University of California, Berkeley

 

mCAFE: Microbial community analysis and functional evaluation in soils

The mCAFEs project is a proposed 10-year Department of Energy (DOE) Science Focus Area (SFA) project with the goal of developing the foundational tools and molecular ecosystems biology-based   understanding   required   to predict,   manipulate,   and   design   rhizosphere   microbial communities.  The project has two primary research foci: i) Tool Development and ii) Tool-Enabled Systems Biology in Rhizosphere Microbial Communities.

 

 

 

 

 

 

 

 

 

 

 

i) Tool Development: As part of our tool development we are attempting to pioneer microbial community editing tools for dissecting the function of genes, pathways, and microbes within complex communities. This includes technologies for detection of transformation efficiency, DNA delivery, targeted CRISPR-Cas based editing, and microbial ablation. While this represents a significant challenge, microorganisms do not naturally grow as isolates, and the development of genetic technologies to manipulate microbes in the context of their natural communities will be transformative for understanding microbial community dynamics.

 

a) ET-Seq: Editing organisms in a complex microbiome requires knowledge of which members are accessible to nucleic acid delivery and editing. Environmental Transformation Sequencing (ET-Seq) is a technology developed to assess the ability of individual species within a microbial community to acquire and integrate exogenous DNA without the need to isolate any individual members. In ET-seq, a microbial community is exposed to a randomly integrating mobile genetic and, in the absence of any selection, total community DNA is extracted and sequenced using two protocols. In the first, we enrich and sequence the junctions between the inserted and host DNA to determine insertion location and quantity in each host. In the second protocol, we use low-depth metagenomic sequencing to quantify the abundance of each community member in a sample. Together, these sequencing procedures provide a quantitative measure of transformation efficiency for microbiota members.

 

 

 

 

 

 

 

 

 

 

 

 

 

 

 

 

 

 

b) DART: Once it is determined that an organism in a microbial community can acquire and integrate exogenous DNA, a method is necessary to target DNA delivered to the community to that specific organism and only that organism.
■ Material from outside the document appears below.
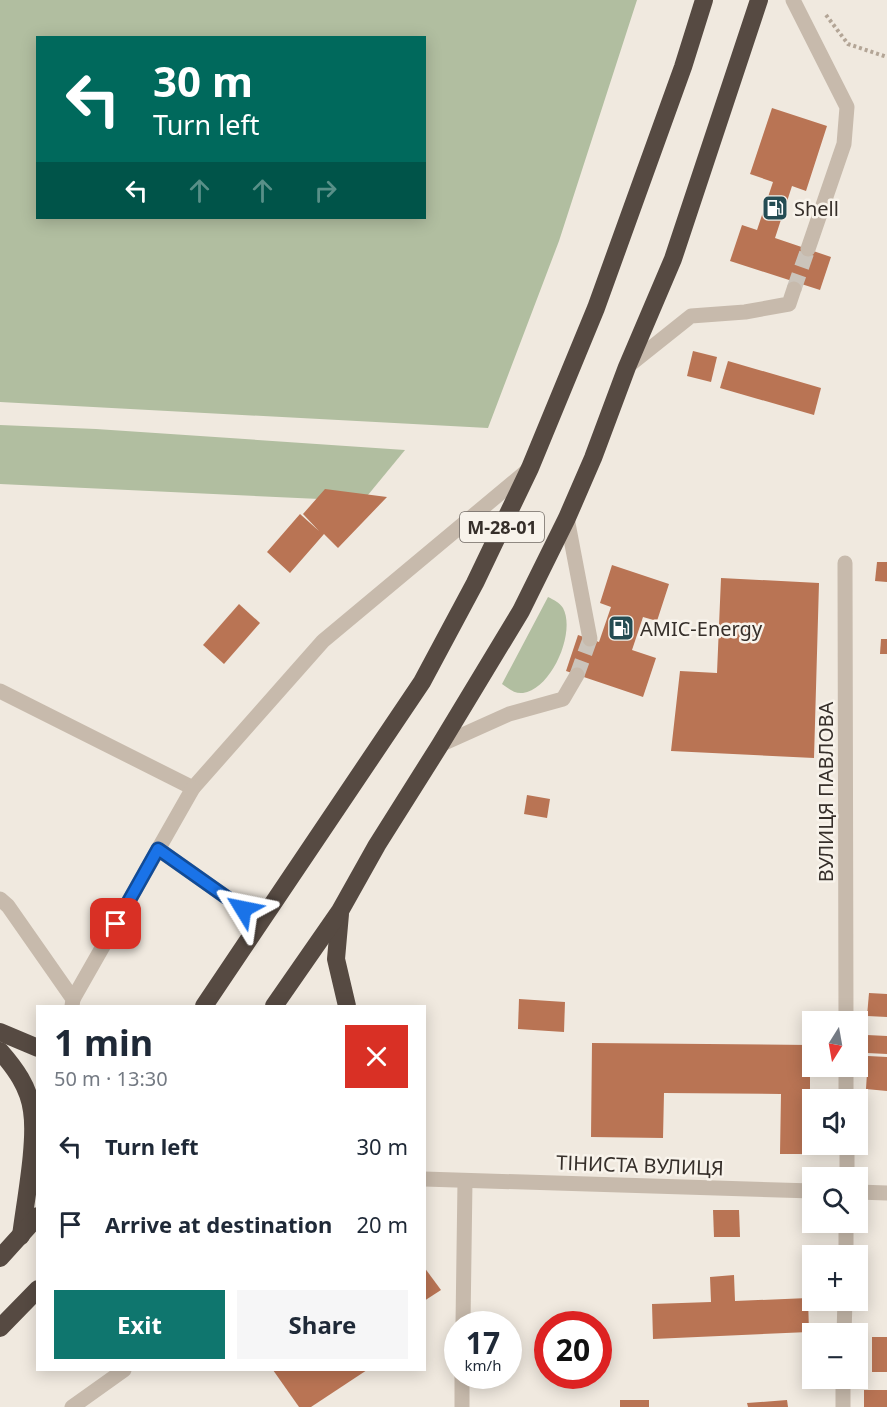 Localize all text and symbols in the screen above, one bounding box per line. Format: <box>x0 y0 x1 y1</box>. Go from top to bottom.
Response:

For this we have developed DNA-editing all-in-one RNA-guided CRISPR–Cas transposase (DART) systems for locus-specific insertion of DNA into organisms within a microbial community. The DART system uses an RNA-guided CRISPR–Cas Tn7 transposase to deliver cargo DNA that is between transposon repeats on a plasmid into a specific location of a target genome defined by the guide RNA (gRNA) also encoded on the same plasmid. These systems also include barcodes that make them compatible with ET-Seq to allow for the detection and tracking of uniquely edited cells. Thus, DART can be used seamlessly with ET-seq for rapid assay of the efficacy of CRISPR–Cas-guided transposition into the genome of a target organism in the absence of selectable markers.

 

 

 

 

 

 

 

 

 

 

 

 

 

 

 

 

 

c) EcoFAB: . We are developing a fabricated ecosystem (EcoFAB) that can serve as a standardized and reproducible analysis platform for both synthetic consortia and natural microbiomes in simulated and natural environments under controlled conditions. The system is particularly suited for the study of rhizosphere microbiology as it accommodates plant growth, and allows live cell imaging.

 

 

 

 

 

 

 

 

 

 

 

 

ii) Tool Enabled Systems Biology: In this part of the project the tools such as EcoFABs and community editing techniques are combined with a pipeline of large-scale phenotyping, genetics, and metabolomics to greatly improve our understanding of the gene functions of rhizosphere microbes. Using combinations of rhizosphere isolates as well as naturally enriched communities, we are applying full spectrumomics technologies (metagenomics, transcriptomics, and proteomics) to characterize the activities, and interactions of microbial assemblages.